(Collected data)
------------------------------------

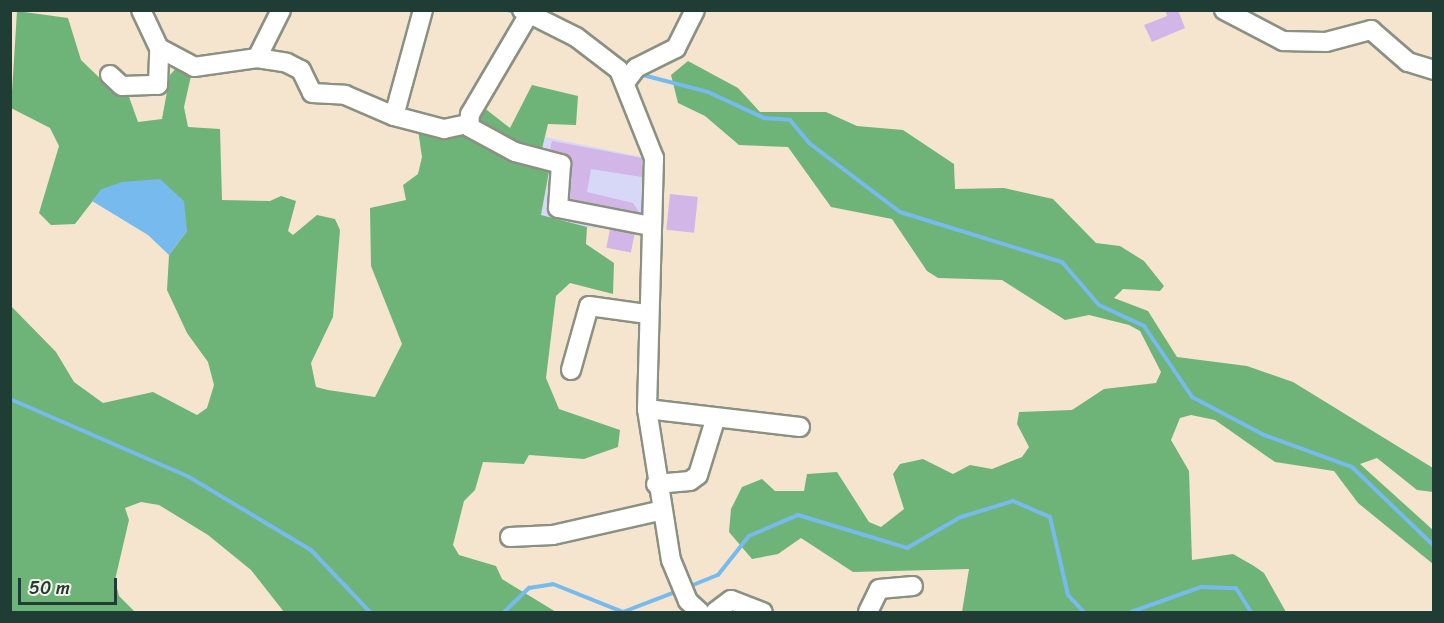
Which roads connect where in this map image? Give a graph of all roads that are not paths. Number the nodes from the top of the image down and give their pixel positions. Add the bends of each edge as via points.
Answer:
1 (141, 10) edge
2 (281, 10) edge
3 (423, 10) edge
4 (695, 10) edge
5 (1224, 10) edge
6 (526, 12) edge
7 (159, 48) junction
8 (259, 53) junction
9 (1434, 69) edge
10 (110, 75) dead end
11 (629, 76) junction
12 (394, 117) junction
13 (468, 124) junction
14 (651, 226) junction
15 (647, 314) junction
16 (571, 370) dead end
17 (647, 410) junction
18 (715, 420) junction
19 (800, 427) dead end
20 (656, 484) junction
21 (659, 511) junction
22 (510, 537) dead end
23 (913, 586) dead end
24 (694, 607) edge
25 (715, 612) edge
26 (764, 612) edge
27 (868, 612) edge

1 - 7 street
2 - 8 street
3 - 12 street
4 - 11 street via 676,48
5 - 9 street via 1283,41 1326,42 1371,30 1408,62
6 - 11 street via 595,50
6 - 13 street
7 - 8 street via 197,68
7 - 10 street via 158,85 122,86
8 - 12 street via 296,66 317,96 345,95
11 - 14 street via 654,158
12 - 13 street via 444,129
13 - 14 street via 515,152 561,164 558,208
14 - 15 street
15 - 16 street via 589,306
15 - 17 street
17 - 18 street via 701,413
17 - 20 street
18 - 19 street
18 - 20 street via 698,475
20 - 21 street
21 - 22 street via 553,535
21 - 24 street via 678,580
23 - 27 street via 879,589
25 - 26 street via 731,600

------------------------------------

*About this task*. Provide an exact copy of the records, excluding every picture.

*Finished exercise*.
Which roads connect where in this map image? Give a graph of all roads that are not paths. Number the nodes from the top of the image down and give their pixel positions. Add the bends of each edge as via points.
Answer:
1 (141, 10) edge
2 (281, 10) edge
3 (423, 10) edge
4 (695, 10) edge
5 (1224, 10) edge
6 (526, 12) edge
7 (159, 48) junction
8 (259, 53) junction
9 (1434, 69) edge
10 (110, 75) dead end
11 (629, 76) junction
12 (394, 117) junction
13 (468, 124) junction
14 (651, 226) junction
15 (647, 314) junction
16 (571, 370) dead end
17 (647, 410) junction
18 (715, 420) junction
19 (800, 427) dead end
20 (656, 484) junction
21 (659, 511) junction
22 (510, 537) dead end
23 (913, 586) dead end
24 (694, 607) edge
25 (715, 612) edge
26 (764, 612) edge
27 (868, 612) edge

1 - 7 street
2 - 8 street
3 - 12 street
4 - 11 street via 676,48
5 - 9 street via 1283,41 1326,42 1371,30 1408,62
6 - 11 street via 595,50
6 - 13 street
7 - 8 street via 197,68
7 - 10 street via 158,85 122,86
8 - 12 street via 296,66 317,96 345,95
11 - 14 street via 654,158
12 - 13 street via 444,129
13 - 14 street via 515,152 561,164 558,208
14 - 15 street
15 - 16 street via 589,306
15 - 17 street
17 - 18 street via 701,413
17 - 20 street
18 - 19 street
18 - 20 street via 698,475
20 - 21 street
21 - 22 street via 553,535
21 - 24 street via 678,580
23 - 27 street via 879,589
25 - 26 street via 731,600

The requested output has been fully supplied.